As the last line indicates, the system consists of three state machines that work concurrently. Working concurrently, means that transitions of different state machines that have the same name can only be execute jointly, that is, in rendezvous.

The first two lines define the state machine CLIENT. CLIENT is the name of the state machine and also the name of its initial state. All state names are written in upper case characters. The CLIENT machine has only one state. The words in lower case characters are transition names. The first line indicates that from the CLIENT state, the machine can make a checkIn transition which leads to the next state CLIENT, or a check-out transition that leads to the same state. Etc. The definition of state machine is terminated by a dot "."

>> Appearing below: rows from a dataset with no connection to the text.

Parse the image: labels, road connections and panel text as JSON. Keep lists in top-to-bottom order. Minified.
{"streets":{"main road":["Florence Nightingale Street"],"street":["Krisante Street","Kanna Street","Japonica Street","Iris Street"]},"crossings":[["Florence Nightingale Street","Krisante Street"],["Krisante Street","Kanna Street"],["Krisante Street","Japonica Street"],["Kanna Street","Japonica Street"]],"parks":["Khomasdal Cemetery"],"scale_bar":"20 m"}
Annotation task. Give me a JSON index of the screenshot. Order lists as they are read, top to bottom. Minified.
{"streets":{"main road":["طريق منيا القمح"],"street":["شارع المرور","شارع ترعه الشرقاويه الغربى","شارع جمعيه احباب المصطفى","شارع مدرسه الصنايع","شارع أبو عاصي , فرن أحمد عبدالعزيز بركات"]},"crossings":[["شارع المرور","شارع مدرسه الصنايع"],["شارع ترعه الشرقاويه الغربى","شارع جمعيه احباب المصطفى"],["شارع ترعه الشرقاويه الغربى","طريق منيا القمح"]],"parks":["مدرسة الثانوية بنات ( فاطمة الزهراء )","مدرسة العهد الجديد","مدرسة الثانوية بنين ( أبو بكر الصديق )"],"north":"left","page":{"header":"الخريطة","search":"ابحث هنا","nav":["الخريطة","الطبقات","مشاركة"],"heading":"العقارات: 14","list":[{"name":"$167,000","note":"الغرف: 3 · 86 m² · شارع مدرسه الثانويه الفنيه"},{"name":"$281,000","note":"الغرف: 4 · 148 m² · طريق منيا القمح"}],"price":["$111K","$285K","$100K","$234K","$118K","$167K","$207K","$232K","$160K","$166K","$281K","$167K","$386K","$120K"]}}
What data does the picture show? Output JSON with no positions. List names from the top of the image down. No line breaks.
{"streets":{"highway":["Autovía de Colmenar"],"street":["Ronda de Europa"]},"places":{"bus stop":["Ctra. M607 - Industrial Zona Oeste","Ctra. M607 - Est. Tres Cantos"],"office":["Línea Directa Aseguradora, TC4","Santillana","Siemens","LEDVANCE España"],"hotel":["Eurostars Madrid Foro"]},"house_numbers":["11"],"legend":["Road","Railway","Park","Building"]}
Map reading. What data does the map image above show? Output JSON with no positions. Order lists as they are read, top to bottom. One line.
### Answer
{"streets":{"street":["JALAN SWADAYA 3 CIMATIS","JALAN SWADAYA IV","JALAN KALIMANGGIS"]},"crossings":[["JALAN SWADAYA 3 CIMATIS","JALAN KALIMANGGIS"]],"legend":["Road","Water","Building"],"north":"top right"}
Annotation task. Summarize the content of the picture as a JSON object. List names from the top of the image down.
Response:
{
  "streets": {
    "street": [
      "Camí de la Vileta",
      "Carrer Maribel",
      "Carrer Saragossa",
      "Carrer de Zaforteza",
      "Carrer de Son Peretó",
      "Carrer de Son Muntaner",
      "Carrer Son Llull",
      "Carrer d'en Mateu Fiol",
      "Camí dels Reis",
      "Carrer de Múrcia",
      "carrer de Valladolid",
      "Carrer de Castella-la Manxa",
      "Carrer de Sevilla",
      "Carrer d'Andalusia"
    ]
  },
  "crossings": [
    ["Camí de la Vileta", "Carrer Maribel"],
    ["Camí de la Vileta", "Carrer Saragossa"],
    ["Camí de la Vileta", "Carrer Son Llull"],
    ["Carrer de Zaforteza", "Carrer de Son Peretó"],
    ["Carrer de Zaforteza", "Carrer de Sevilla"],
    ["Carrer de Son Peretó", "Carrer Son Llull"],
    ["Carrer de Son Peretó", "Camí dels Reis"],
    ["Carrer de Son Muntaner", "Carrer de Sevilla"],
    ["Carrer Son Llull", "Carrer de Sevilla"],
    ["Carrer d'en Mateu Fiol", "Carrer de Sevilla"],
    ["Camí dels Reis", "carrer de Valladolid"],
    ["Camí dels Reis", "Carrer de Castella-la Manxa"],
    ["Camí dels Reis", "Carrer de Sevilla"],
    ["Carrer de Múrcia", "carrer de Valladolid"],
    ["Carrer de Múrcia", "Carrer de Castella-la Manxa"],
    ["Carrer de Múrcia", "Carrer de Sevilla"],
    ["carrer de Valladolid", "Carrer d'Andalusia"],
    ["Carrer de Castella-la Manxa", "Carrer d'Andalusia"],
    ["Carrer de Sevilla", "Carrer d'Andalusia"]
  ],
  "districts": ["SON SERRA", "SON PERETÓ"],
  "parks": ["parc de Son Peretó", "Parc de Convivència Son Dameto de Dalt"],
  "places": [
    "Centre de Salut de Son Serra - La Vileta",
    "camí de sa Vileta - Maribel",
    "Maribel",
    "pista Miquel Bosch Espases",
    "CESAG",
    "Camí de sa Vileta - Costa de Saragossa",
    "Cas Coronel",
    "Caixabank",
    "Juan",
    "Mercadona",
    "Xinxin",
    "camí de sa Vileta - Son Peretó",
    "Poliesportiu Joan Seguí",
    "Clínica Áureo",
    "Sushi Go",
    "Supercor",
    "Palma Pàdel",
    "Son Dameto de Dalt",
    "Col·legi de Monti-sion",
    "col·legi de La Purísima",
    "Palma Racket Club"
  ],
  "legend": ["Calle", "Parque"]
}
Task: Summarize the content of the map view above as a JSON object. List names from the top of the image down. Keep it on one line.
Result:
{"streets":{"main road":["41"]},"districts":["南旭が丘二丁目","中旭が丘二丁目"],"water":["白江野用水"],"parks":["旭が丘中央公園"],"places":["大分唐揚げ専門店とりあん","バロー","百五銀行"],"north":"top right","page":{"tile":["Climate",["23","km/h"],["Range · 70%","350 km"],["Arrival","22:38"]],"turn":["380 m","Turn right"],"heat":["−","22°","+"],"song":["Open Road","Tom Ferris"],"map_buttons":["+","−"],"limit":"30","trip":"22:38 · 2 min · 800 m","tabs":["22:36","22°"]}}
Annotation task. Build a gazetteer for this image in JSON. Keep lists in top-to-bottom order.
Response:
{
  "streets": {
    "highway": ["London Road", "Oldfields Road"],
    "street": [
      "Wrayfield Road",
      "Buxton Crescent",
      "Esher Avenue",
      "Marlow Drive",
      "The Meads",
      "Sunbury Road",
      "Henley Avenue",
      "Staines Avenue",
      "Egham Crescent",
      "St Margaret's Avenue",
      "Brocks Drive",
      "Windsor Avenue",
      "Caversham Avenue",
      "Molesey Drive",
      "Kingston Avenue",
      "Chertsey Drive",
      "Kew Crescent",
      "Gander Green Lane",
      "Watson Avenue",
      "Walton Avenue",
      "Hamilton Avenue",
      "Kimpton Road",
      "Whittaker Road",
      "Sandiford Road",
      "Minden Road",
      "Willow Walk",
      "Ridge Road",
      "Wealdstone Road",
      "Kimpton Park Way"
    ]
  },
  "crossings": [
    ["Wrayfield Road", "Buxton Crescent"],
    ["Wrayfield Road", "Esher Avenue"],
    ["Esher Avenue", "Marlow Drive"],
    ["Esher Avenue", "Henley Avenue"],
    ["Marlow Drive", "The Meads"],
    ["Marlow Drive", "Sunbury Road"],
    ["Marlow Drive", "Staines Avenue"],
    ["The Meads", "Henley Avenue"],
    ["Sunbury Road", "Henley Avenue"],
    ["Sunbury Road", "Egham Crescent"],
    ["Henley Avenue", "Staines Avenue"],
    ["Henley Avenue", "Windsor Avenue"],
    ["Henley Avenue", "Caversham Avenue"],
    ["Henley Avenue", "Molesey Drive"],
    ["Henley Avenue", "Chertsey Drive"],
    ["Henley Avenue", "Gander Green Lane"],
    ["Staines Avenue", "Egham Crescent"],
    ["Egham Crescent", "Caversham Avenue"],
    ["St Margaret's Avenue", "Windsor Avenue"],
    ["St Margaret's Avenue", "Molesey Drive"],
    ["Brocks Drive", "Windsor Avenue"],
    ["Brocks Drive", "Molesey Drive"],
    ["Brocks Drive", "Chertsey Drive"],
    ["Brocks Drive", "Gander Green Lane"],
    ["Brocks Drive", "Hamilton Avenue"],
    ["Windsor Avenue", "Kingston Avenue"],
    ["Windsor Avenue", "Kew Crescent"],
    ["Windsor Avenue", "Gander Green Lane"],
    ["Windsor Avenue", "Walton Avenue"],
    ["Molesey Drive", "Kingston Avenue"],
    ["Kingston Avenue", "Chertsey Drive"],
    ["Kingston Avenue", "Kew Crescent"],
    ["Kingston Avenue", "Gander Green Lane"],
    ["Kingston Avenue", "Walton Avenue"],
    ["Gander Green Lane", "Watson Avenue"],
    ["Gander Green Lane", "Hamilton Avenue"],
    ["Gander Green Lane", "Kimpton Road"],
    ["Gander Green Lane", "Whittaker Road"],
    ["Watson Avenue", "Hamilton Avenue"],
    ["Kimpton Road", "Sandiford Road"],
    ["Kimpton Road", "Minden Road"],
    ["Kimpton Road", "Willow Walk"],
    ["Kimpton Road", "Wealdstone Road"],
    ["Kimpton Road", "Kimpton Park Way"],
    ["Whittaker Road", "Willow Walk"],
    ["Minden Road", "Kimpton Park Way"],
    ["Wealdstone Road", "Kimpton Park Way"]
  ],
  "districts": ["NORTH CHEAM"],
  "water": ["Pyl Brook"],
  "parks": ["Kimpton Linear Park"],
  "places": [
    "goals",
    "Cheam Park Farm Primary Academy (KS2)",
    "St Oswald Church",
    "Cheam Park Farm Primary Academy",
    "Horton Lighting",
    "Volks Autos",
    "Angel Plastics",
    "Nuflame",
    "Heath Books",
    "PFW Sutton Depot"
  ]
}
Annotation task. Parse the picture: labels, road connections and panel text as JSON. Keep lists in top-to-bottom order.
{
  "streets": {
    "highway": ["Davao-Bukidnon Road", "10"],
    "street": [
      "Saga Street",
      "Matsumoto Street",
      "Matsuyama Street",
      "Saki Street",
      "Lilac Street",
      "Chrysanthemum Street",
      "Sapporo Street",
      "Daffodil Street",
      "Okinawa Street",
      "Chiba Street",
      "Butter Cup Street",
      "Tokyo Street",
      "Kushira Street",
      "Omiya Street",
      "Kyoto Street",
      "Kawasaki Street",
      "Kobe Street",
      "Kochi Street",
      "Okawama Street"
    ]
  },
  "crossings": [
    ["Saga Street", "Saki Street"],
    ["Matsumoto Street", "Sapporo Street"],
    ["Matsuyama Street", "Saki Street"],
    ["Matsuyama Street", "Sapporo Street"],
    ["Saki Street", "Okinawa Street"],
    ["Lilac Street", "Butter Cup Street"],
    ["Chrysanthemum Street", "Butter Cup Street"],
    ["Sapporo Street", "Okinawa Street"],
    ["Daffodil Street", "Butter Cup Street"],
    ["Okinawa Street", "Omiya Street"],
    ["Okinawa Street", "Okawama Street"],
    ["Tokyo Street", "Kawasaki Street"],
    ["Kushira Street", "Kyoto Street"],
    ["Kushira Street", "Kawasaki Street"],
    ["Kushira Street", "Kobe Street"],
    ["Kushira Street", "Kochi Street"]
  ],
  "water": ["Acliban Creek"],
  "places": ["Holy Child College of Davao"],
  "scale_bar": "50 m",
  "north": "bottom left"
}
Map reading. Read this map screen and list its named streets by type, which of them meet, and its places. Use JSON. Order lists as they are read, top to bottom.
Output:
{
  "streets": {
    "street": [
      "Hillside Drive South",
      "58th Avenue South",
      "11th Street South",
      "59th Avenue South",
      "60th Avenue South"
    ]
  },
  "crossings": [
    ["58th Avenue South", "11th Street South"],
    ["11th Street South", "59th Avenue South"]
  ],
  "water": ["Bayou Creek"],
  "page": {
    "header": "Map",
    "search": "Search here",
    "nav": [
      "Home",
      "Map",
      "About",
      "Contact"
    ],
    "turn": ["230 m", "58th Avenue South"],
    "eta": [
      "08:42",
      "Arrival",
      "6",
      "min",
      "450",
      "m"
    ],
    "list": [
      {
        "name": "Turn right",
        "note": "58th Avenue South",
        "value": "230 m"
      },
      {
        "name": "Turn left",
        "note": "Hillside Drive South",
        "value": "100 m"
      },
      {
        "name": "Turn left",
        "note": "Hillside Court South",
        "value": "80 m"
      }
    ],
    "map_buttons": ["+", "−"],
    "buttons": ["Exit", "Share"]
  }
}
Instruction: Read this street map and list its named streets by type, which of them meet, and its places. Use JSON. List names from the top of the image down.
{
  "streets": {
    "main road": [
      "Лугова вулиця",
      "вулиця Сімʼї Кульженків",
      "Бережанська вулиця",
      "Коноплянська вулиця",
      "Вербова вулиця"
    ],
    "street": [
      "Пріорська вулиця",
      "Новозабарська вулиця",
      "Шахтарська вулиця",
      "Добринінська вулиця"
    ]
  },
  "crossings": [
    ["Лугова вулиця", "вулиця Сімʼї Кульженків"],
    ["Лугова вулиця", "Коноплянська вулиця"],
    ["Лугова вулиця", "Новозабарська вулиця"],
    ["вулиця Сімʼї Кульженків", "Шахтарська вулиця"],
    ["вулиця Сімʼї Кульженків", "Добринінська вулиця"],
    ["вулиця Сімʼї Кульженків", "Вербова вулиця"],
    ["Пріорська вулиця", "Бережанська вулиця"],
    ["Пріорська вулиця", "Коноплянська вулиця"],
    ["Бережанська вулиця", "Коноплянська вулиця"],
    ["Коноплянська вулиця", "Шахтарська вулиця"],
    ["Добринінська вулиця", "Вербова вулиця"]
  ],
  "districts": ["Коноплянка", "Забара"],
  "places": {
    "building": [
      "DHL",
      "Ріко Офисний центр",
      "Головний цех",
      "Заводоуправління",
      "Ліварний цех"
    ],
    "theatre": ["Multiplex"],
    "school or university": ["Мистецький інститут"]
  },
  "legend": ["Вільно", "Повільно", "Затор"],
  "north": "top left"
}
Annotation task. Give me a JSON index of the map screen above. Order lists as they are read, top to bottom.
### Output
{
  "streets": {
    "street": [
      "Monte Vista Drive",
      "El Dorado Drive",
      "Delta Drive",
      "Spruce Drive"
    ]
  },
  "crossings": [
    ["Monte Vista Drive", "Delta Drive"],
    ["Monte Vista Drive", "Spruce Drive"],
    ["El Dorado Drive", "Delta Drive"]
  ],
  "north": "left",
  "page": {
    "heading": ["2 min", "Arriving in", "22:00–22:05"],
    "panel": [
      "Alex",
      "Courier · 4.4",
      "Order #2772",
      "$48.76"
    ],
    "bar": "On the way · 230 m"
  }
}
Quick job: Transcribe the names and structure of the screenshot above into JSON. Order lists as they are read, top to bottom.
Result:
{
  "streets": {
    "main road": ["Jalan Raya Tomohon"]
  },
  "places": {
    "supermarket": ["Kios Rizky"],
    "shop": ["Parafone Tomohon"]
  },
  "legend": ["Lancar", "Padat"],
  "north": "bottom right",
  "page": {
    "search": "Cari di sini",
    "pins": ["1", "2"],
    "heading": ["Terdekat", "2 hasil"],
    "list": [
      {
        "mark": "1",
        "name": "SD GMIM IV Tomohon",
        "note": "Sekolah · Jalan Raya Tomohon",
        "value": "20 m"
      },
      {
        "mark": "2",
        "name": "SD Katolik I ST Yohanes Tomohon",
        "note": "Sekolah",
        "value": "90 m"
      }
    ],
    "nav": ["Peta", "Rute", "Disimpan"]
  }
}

The RESTAURANT state machine has two states, the initial state RESTAURANT and another state called DONE.The first line of its definition indicates that from the initial state, there is only one transition named eat. The second line defines the transitions available from the state DONE. Note that all transitions from a given state are put in paranthesis, followed by a comma "," if this is not the last state of the machine definition.

Note that some of the states of a state machine may not be explicitely mentioned (they have no name). For instance, the definition of the ROOM2 state machine has two states: ROOM2 and the state reached after the transition checkIn. This second state is in-between the transitions checkIn and the following checkOut. After checkOut, the machine is again in its initial state ROOM2.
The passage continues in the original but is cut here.